Drill persists it's running queries in zookeeper. If you issue a large query
(bigger than the value of `jute.maxbuffer` on the zookeeper server) Drill will
try to persist it and [get a ConnectinLoss
exception](https://github.com/mapr/private-zookeeper/blob/1071ebf7f2936414443fab95055775643c6988db/zookeeper-server/src/main/java/org/apache/zookeeper/server/NettyServerCnxn.java#L533),
curator (client library that Drill uses to communicate with Zookeeper) will
try to retry the set command based on
[RetryPolicy](https://github.com/apache/curator/blob/34055bbaeda55f06b8cd47b99c08d69c4edde72e/curator-client/src/main/java/org/apache/curator/RetryPolicy.java#L53).
Drill uses
[RetryNTimes](https://github.com/apache/drill/blob/2204d5f51ed33befe234019e0faa321f02cfc61e/exec/java-exec/src/main/java/org/apache/drill/exec/coord/zk/ZKClusterCoordinator.java#L112)

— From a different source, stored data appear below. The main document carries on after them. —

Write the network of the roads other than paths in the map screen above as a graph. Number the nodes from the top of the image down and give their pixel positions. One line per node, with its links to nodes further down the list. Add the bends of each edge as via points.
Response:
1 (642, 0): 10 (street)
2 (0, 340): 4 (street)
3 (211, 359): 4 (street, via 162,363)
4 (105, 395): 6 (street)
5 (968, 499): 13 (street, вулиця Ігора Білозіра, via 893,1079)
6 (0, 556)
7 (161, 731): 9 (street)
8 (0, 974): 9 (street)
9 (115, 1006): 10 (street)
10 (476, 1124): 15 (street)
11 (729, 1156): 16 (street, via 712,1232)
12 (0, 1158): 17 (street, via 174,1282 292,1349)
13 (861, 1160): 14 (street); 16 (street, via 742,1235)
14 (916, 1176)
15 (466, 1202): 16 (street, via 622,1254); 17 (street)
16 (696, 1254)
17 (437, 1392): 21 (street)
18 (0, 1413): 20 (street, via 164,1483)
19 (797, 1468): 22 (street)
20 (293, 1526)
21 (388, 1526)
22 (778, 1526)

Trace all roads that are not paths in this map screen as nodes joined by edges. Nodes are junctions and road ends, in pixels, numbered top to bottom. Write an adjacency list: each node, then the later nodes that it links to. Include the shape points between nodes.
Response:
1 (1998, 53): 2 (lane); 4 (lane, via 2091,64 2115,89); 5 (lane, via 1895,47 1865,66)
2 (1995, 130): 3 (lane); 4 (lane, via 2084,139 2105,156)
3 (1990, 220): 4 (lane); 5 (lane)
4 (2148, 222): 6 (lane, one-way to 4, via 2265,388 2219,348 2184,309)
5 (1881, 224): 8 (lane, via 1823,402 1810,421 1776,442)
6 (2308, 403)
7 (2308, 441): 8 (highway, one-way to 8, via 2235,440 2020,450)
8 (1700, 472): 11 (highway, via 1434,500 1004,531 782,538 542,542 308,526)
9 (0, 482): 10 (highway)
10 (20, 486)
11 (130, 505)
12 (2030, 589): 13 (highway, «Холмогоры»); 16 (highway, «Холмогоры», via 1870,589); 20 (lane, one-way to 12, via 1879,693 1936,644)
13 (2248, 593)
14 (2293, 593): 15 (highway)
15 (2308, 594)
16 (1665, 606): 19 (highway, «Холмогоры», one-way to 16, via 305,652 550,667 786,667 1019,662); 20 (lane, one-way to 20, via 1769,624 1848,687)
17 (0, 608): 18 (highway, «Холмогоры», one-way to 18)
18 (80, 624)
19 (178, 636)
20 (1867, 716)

policy which in Drill is set so to keep retrying for [7200
times](https://github.com/apache/drill/blob/2204d5f51ed33befe234019e0faa321f02cfc61e/exec/java-exec/src/main/resources/drill-module.conf#L91).
And while Drill retrying to persist large query to zookeeper, he with each try
will losing connection with zookeeper (server will cutting off connection,
because data has to big size) and it will keeping for around 1 hour. After
this, the client that issued the big query will not receive any error or any
result, cause the final exception is not properly processed.
What I change:
1. Drill will compare the size of data with the client `jute.maxbuffer`
value and if it is bigger, then throw IllegalArgumentException that will be
wrapped into `UserException.executionError`. It is still doesn't safe Drill
from trying to persist to big data into zookeeper, because a user can manually
change the value of `jute.maxbuffer` on the client or the server side and then
may have inconsistent values (a client `jute.maxbuffer` value is not equal to a
server `jute.maxbuffer`). [But as said in zookeeper
documentation](https://zookeeper.apache.org/doc/r3.6.2/zookeeperAdmin.html), if
the user has changed `jute.maxbuffer` value, then the user should change it on
all the zookeeper servers and clients. So in the general case - this check will
be enough.
2. Make Foreman properly process exception that may be raised from
`queryStateProcessor.moveToState`.
3. Reduce `drill.exec.zk.retry.count` from 7200 to 15
4. Add info logs, if the zookeeper client will raise exception during set
operation, so the user was aware what the data size was and what value of
`jute.maxbuffer` Drill has.
## Documentation
Add some information to [troubleshooting
page](https://drill.apache.org/docs/troubleshooting/), what to do if you
catched such an exception and Drill was not responding for a long time?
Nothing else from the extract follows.